All signs point to social distancing measures being relaxed gradually after the Covid-19 lockdown. A controlled opening of schools, businesses, and outdoor activities is expected after May. Regardless of how the lockdown ends, it will take concerted community efforts to prevent a resurgence of infections.
How to keep yourself and your loved ones safe after the Covid-19 social distancing measures are relaxed
We would suggest continued precautions as the coronavirus lockdown is relaxed. People should continue to take these precautions until such time that public health officials advise Covid-19 has been controlled or eradicated:
- Remain vigilant about hygiene when out and about
- Continue a strict and regular hand-washing regimen
- Try and stay home as much as possible to reduce the risk of transmission
- Avoid travel on public transport and ride-sharing taxis
- Make full use of online ordering and door-to-door deliveries
- Avoid international travel if possible
- Continue to wear approved facial masks and facial coverings
- Regularly disinfect surfaces that you touch frequently
- Do not share personal items (and equipment in the workplace)

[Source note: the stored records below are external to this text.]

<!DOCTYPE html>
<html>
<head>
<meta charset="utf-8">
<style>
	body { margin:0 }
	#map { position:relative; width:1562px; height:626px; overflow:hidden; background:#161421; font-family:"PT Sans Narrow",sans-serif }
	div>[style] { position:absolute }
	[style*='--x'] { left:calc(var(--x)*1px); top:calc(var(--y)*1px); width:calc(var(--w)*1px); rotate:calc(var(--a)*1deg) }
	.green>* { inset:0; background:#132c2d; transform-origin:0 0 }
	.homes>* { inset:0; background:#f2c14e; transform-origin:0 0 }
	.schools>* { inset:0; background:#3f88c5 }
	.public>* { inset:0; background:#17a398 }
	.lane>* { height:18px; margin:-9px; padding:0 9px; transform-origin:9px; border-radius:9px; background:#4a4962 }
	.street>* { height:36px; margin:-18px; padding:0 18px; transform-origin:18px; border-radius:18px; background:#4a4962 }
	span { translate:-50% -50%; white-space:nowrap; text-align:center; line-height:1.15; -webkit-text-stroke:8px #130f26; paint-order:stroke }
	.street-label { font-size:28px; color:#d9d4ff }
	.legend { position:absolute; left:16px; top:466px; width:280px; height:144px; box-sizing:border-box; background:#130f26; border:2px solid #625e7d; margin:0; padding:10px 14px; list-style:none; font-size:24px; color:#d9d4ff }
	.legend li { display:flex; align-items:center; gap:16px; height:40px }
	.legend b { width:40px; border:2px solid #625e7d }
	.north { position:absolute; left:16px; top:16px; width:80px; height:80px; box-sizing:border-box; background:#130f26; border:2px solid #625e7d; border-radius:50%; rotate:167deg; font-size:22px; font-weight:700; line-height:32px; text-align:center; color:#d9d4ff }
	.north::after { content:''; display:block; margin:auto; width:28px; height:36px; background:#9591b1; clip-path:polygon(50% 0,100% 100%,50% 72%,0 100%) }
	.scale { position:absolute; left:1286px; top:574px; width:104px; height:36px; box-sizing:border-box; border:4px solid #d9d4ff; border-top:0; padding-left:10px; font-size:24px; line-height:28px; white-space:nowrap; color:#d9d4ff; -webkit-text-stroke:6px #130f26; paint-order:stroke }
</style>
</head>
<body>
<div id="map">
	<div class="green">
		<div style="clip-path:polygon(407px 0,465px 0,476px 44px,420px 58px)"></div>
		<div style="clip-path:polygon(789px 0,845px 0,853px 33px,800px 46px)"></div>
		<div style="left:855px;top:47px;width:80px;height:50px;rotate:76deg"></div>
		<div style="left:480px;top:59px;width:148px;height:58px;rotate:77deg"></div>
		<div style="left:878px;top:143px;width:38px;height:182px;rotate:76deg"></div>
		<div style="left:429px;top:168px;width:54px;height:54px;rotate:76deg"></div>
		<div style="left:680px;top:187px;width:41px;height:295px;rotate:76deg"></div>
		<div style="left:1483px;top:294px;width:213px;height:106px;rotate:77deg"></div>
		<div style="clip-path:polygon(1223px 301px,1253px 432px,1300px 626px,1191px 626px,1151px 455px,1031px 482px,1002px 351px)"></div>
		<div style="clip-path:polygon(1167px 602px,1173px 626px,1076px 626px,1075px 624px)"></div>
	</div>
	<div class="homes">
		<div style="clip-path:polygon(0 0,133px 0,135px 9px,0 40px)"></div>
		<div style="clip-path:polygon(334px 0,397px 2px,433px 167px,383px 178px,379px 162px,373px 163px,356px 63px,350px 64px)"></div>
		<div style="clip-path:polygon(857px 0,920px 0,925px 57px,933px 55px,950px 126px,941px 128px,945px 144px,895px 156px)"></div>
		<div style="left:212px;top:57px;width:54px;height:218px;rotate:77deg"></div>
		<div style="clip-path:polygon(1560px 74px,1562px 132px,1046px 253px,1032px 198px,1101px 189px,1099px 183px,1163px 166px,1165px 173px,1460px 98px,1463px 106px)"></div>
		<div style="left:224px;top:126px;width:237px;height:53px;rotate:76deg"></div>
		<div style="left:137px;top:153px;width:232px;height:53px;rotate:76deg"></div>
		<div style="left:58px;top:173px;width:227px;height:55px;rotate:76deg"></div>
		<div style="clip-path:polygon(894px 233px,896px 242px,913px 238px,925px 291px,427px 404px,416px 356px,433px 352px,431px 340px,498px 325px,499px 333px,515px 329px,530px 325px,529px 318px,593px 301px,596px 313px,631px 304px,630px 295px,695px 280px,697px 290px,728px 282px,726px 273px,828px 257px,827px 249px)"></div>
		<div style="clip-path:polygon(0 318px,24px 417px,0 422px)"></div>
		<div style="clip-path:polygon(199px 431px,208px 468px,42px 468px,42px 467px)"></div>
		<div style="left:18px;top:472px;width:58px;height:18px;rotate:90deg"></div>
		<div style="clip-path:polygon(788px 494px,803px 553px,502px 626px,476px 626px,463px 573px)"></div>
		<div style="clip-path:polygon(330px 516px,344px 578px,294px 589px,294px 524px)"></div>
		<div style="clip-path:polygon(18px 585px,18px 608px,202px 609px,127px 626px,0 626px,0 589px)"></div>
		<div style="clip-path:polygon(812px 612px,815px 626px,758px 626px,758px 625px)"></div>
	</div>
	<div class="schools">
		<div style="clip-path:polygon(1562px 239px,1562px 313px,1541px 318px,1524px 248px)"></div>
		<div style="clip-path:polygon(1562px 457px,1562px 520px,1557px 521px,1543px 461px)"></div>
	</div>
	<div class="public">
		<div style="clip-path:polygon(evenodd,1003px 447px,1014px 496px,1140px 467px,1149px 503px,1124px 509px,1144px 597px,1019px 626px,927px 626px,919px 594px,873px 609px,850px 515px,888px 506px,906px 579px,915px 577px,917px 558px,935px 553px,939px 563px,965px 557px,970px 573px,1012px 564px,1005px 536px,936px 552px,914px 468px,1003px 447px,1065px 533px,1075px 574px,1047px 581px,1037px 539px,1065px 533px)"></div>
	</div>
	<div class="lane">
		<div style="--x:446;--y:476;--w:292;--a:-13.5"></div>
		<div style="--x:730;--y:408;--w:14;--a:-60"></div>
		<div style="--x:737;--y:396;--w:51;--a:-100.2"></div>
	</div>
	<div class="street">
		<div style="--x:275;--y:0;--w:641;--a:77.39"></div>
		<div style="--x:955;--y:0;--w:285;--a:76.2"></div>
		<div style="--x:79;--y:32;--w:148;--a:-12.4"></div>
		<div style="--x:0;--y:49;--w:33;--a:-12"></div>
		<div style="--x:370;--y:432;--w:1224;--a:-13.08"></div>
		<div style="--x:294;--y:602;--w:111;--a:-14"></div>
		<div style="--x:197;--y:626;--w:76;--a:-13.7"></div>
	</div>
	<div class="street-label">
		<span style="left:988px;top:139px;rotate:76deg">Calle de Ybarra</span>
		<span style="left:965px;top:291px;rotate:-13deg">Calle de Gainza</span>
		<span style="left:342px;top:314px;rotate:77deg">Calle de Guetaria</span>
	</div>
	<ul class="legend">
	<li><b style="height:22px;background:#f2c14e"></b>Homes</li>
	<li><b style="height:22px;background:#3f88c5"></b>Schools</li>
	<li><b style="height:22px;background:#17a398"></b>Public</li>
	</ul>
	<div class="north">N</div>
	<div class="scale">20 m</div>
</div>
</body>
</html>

- Strictly follow public health advice to minimize the risk of transmission
- Make sure to get vaccinated against Covid-19 (once available)
We understand that the lockdown has posed significant challenges for many. This is especially true for those who are receiving treatment to address significant injuries and impairments they have suffered in an accident, while continuing to seek justice. In these unprecedented circumstances, the degree of uncertainty involved constitutes a very significant additional stressor. Throughout this crisis, Pace Law has stood firmly by our clients. We have made our services as contactless as possible, while ensuring that those in need continue to receive justice and the treatment they need. Our offices have continued to function normally, albeit remotely, and we continue to be devoted to helping accident victims receive fair compensation, as well as the treatment they require.